§ **Assignment**
Report each line of the entries below that includes "Vélez".

• • • •

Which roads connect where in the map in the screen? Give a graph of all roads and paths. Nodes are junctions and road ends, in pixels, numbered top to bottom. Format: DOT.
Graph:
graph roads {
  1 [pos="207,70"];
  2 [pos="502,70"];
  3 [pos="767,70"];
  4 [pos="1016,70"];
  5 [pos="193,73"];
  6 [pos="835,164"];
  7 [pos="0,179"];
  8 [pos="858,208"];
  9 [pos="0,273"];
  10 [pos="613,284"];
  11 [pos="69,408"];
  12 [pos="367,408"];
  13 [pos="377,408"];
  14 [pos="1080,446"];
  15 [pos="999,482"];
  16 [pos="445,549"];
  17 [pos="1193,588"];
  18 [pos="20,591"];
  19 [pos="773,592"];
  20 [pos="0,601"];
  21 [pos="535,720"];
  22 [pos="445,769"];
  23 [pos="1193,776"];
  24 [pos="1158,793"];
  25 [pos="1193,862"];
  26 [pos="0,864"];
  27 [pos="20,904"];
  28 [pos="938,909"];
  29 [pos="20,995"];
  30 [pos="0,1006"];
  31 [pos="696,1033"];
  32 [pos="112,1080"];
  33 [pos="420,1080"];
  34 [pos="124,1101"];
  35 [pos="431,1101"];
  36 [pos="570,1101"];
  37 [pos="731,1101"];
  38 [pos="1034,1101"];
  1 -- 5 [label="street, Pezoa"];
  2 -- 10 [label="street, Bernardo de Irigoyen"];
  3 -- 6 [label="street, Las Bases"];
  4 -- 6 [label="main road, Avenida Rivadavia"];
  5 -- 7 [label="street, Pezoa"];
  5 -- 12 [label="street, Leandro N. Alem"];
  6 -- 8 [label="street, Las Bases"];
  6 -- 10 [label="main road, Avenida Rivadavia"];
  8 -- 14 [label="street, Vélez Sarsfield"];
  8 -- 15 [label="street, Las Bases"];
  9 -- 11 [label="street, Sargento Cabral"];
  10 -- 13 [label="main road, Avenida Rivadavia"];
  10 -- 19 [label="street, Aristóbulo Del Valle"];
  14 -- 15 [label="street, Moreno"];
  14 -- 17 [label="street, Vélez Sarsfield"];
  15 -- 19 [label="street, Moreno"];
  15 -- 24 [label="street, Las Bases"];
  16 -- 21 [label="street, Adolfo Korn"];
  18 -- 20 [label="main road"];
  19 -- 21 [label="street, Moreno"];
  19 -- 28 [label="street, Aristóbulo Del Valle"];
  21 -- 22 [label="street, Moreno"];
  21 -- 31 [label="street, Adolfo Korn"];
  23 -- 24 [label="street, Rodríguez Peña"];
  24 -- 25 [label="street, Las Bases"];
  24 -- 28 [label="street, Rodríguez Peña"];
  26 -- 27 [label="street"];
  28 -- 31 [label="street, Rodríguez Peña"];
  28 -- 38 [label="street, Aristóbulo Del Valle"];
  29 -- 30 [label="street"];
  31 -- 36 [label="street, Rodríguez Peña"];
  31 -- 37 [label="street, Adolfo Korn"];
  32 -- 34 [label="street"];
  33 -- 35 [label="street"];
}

• • • •

§ **Result**
  8 -- 14 [label="street, Vélez Sarsfield"];
  14 -- 17 [label="street, Vélez Sarsfield"];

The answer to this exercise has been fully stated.